Sunday, December 01, 2002

So, where shall i begin?

In one of Pastor Nick's sermons, he suggests to choose a verse out of the Bible to represent where God wants to lead you. As much as this is a good idea. I think I need to pass on the idea, because my heart needs to be prepared and primed for the operation (Sin is cancerous-it spreads and kills healthy cells). Plus, I wouldnt know which one to choose. So, I'm off to pray and ask God to show me the hideous stuff that is in my heart, mind, and soul. I doubt it'll take an hour, or a day, but I can't wait to be freed from sin. Trust me I cant wait.
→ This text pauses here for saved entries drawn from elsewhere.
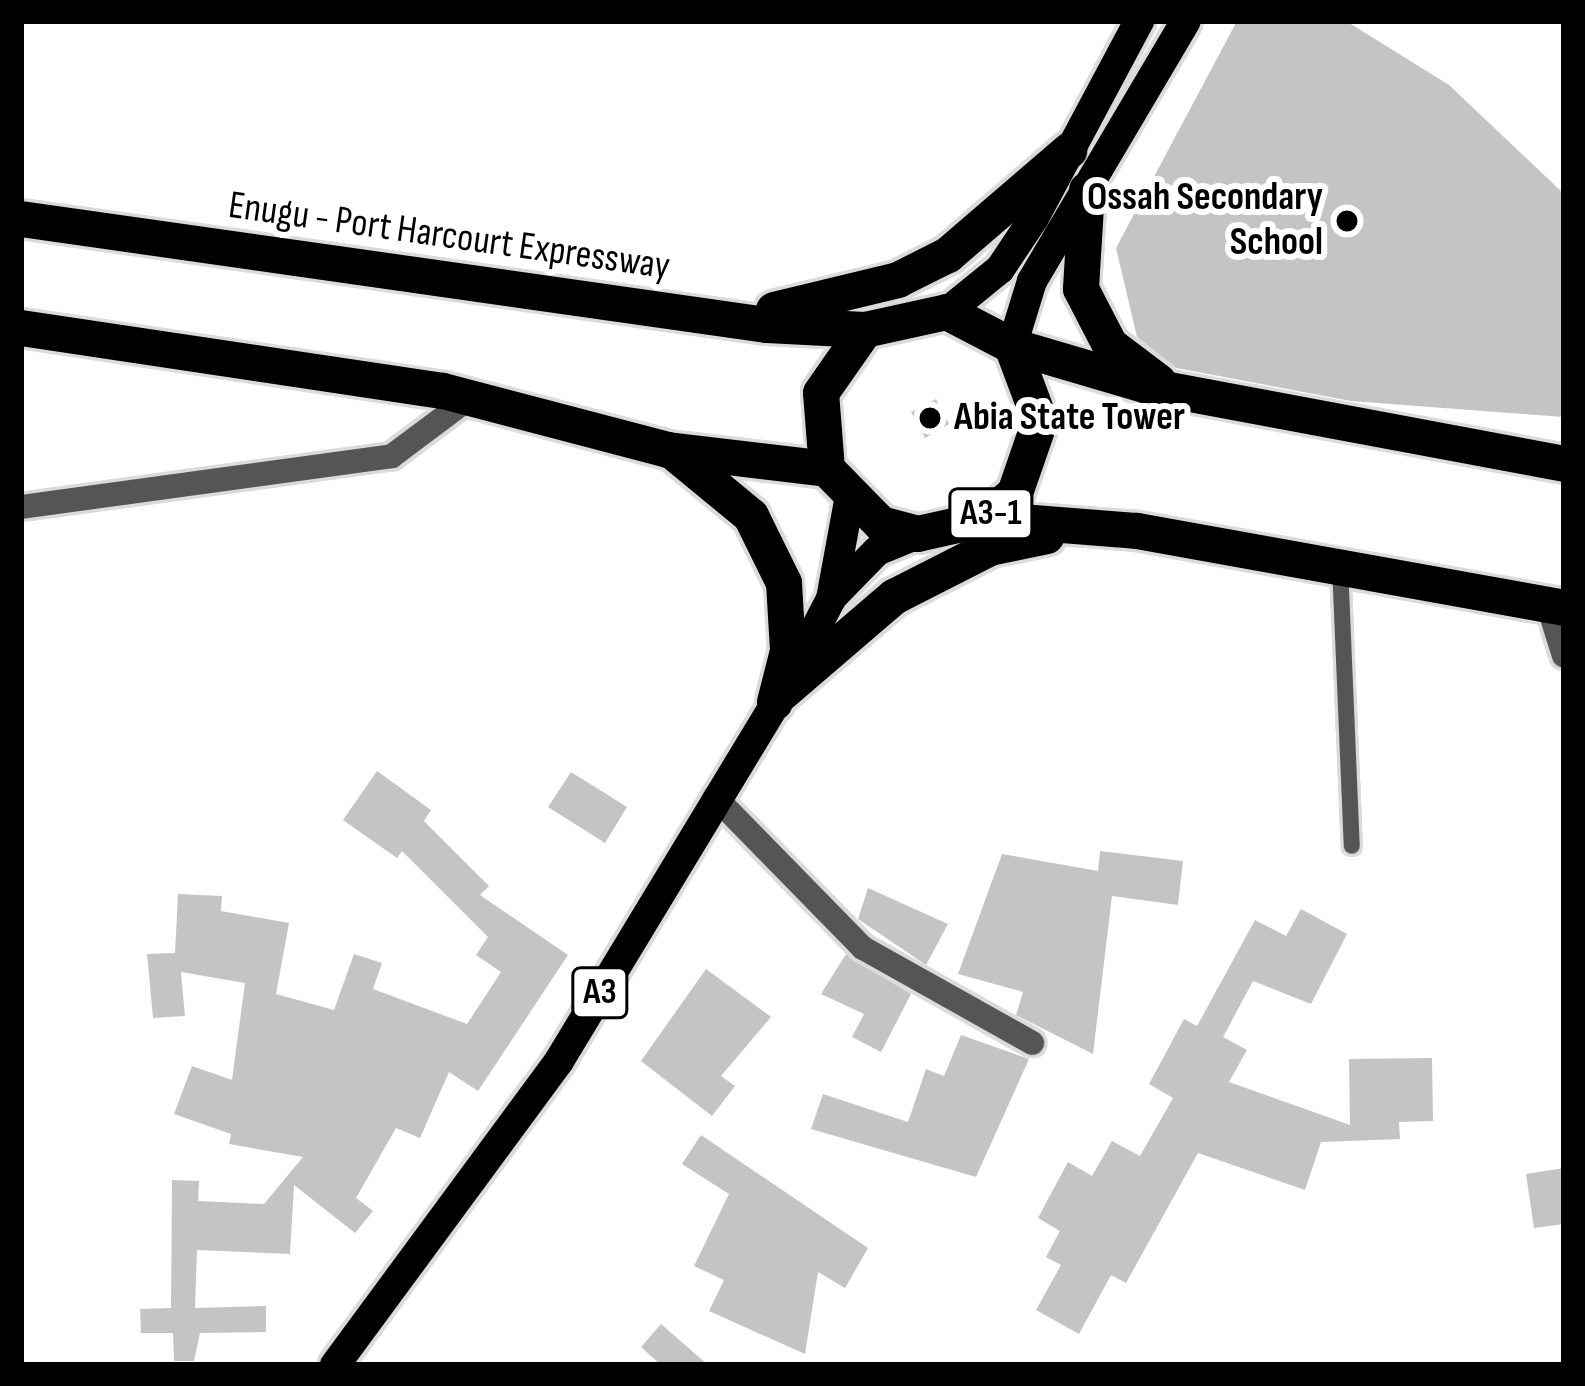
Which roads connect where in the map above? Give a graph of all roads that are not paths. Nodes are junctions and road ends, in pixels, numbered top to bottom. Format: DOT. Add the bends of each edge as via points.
graph roads {
  1 [pos="1139,21"];
  2 [pos="1186,21"];
  3 [pos="1070,151"];
  4 [pos="1087,190"];
  5 [pos="21,219"];
  6 [pos="947,312"];
  7 [pos="692,315"];
  8 [pos="21,328"];
  9 [pos="865,330"];
  10 [pos="1012,346"];
  11 [pos="1178,392"];
  12 [pos="471,397"];
  13 [pos="668,450"];
  14 [pos="1564,464"];
  15 [pos="827,469"];
  16 [pos="849,501"];
  17 [pos="21,507"];
  18 [pos="985,519"];
  19 [pos="918,534"];
  20 [pos="1167,536"];
  21 [pos="1340,565"];
  22 [pos="831,599"];
  23 [pos="1556,607"];
  24 [pos="1564,656"];
  25 [pos="778,698"];
  26 [pos="715,797"];
  27 [pos="1352,846"];
  28 [pos="1032,1043"];
  29 [pos="335,1365"];
  1 -- 3 [label="main road"];
  2 -- 4 [label="main road"];
  3 -- 6 [label="main road" via="1000,268"];
  3 -- 7 [label="highway" via="991,227 898,280 797,307"];
  4 -- 10 [label="main road" via="1032,281"];
  4 -- 11 [label="highway" via="1081,289 1110,345"];
  5 -- 7 [label="highway, Enugu - Port Harcourt Expressway"];
  6 -- 9 [label="highway" via="906,313"];
  6 -- 10 [label="highway"];
  7 -- 9 [label="highway, Enugu - Port Harcourt Expressway"];
  8 -- 12 [label="highway"];
  9 -- 15 [label="highway, A3-1" via="821,393"];
  10 -- 11 [label="highway"];
  10 -- 18 [label="highway, A3-1" via="1032,380 1037,440 1015,494"];
  11 -- 14 [label="highway"];
  12 -- 13 [label="highway"];
  12 -- 17 [label="street" via="392,456"];
  13 -- 15 [label="highway"];
  13 -- 25 [label="highway" via="730,492 770,549 790,617"];
  15 -- 16 [label="highway, A3-1"];
  16 -- 19 [label="highway, A3-1"];
  16 -- 22 [label="main road, A3"];
  18 -- 19 [label="highway, A3-1"];
  18 -- 20 [label="highway, A3-1"];
  19 -- 22 [label="main road, A3" via="877,551"];
  20 -- 21 [label="highway, A3-1"];
  20 -- 25 [label="highway" via="990,548 894,598"];
  21 -- 23 [label="highway, A3-1"];
  21 -- 27 [label="lane"];
  22 -- 25 [label="main road, A3"];
  23 -- 24 [label="street"];
  25 -- 26 [label="main road, A3"];
  26 -- 28 [label="street" via="863,948"];
  26 -- 29 [label="main road, A3" via="559,1061"];
}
God how I want to start anew again. Refreshed. Born again.
......I really dont know how I'm going to get there. (geez...where do i start?)
......I really dont know how long this will last either (I've never really kept up with a journal), but my sis says to at least try. There's also a passage about getting back up over and over again to finish the race. (see....I've been out of the race for awhile now and it's really bothering me).
Anyways, here it goes. So, if anyone out there is reading this. Pray for me, 'cause I need it desperately.